Using the data below, show every line where the word "ARTHUR" occurs.
+ + + + + + +
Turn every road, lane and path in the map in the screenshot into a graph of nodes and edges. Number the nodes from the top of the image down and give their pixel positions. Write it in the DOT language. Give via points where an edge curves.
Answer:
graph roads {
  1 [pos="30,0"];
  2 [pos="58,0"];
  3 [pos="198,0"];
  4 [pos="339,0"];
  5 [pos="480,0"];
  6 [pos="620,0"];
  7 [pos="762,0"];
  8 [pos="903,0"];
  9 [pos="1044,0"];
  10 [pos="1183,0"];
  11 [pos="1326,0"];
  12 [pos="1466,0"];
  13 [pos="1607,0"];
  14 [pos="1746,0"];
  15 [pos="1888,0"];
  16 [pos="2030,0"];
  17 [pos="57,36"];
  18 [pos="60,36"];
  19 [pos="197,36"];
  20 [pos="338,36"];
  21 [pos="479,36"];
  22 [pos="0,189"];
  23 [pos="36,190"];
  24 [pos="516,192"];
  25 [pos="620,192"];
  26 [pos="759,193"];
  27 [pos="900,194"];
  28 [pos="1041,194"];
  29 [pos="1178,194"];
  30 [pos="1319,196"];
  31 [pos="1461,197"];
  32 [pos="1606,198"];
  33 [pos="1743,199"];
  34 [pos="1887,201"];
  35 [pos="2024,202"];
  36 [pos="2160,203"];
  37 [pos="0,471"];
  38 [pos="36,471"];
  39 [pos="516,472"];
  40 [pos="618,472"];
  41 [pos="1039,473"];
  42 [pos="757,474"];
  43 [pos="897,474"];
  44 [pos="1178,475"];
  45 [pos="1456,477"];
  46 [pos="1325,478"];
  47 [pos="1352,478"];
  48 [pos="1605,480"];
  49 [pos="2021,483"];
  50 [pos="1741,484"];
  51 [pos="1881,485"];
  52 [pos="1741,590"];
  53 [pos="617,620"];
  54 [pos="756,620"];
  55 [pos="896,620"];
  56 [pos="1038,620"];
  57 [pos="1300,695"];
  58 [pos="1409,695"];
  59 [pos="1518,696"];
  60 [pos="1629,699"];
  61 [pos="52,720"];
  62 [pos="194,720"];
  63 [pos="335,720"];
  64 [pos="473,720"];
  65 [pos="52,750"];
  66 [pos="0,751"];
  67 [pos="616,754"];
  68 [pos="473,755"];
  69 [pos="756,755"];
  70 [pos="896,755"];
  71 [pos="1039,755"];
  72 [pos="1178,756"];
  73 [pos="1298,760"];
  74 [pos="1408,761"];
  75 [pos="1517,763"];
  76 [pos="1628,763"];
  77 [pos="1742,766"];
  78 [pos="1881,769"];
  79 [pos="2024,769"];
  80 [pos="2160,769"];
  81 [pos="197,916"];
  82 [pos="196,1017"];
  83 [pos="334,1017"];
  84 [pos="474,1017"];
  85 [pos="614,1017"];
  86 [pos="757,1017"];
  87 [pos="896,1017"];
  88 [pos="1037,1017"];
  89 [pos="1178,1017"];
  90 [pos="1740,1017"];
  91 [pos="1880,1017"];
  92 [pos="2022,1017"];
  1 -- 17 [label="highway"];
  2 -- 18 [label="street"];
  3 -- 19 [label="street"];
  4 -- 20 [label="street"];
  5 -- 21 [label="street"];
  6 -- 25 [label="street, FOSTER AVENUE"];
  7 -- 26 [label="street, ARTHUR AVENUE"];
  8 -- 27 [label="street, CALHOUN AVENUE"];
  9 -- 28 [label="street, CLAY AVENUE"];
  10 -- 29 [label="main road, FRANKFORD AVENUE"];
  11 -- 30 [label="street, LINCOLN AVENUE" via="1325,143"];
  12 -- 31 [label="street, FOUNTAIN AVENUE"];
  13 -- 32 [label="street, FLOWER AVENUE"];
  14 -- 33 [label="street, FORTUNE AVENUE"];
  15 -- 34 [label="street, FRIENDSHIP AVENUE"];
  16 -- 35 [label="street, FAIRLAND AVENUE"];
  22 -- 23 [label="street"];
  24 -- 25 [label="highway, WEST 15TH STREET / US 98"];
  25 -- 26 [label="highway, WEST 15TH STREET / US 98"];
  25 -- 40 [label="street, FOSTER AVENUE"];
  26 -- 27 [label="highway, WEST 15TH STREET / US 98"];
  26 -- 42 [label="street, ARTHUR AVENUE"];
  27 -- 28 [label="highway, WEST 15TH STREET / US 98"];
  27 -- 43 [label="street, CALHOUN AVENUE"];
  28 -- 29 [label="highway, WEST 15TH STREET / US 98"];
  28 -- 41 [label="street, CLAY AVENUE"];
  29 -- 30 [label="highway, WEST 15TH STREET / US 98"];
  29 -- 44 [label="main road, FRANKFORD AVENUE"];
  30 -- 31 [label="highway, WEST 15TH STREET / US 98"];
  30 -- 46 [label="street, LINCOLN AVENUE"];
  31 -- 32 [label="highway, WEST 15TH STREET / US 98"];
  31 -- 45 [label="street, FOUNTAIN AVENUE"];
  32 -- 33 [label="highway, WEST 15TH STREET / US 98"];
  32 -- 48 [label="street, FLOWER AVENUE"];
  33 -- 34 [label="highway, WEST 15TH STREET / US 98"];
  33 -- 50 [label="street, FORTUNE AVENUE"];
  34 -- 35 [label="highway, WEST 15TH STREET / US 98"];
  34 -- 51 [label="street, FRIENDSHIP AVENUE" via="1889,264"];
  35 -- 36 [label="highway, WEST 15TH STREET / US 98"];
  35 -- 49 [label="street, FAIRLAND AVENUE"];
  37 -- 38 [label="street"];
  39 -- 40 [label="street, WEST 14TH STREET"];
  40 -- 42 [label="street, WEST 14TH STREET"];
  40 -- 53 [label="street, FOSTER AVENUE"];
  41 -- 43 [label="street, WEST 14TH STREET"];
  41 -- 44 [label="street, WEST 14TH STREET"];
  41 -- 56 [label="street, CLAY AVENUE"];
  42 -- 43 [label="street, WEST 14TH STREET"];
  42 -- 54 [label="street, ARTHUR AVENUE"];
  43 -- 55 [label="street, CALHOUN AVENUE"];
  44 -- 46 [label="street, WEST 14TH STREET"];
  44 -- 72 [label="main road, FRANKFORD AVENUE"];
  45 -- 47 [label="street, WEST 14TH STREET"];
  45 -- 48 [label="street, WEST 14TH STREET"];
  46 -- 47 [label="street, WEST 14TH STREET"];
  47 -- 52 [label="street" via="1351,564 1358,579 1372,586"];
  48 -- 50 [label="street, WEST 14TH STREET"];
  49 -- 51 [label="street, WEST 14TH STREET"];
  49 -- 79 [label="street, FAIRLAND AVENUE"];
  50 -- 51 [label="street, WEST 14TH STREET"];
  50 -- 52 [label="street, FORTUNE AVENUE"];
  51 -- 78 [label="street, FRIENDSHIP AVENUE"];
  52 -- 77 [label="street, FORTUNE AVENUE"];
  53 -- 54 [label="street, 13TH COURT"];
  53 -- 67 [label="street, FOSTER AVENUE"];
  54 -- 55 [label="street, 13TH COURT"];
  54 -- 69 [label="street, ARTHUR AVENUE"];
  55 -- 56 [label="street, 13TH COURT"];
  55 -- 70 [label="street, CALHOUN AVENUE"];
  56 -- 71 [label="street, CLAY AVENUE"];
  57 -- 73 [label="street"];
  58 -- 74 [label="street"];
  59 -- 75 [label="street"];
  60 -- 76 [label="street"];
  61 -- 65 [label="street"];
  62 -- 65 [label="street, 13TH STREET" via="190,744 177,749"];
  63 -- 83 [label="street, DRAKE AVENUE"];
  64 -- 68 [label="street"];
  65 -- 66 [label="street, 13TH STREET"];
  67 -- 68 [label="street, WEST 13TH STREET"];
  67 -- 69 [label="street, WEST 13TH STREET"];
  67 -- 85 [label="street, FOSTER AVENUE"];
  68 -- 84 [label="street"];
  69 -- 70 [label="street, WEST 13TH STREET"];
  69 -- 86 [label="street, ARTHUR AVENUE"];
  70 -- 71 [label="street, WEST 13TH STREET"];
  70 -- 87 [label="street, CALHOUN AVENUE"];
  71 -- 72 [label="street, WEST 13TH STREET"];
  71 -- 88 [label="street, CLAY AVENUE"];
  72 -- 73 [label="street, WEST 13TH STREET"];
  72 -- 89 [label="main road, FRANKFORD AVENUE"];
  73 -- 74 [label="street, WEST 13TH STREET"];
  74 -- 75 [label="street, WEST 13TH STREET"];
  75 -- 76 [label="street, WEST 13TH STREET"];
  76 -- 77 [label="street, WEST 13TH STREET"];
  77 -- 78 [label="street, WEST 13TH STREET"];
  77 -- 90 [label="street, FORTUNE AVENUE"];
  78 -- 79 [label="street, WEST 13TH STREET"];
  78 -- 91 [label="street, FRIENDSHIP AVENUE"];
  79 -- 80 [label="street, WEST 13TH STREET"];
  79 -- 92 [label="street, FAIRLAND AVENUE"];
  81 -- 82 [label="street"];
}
+ + + + + + +
* [Result]
  7 -- 26 [label="street, ARTHUR AVENUE"];
  26 -- 42 [label="street, ARTHUR AVENUE"];
  42 -- 54 [label="street, ARTHUR AVENUE"];
  54 -- 69 [label="street, ARTHUR AVENUE"];
  69 -- 86 [label="street, ARTHUR AVENUE"];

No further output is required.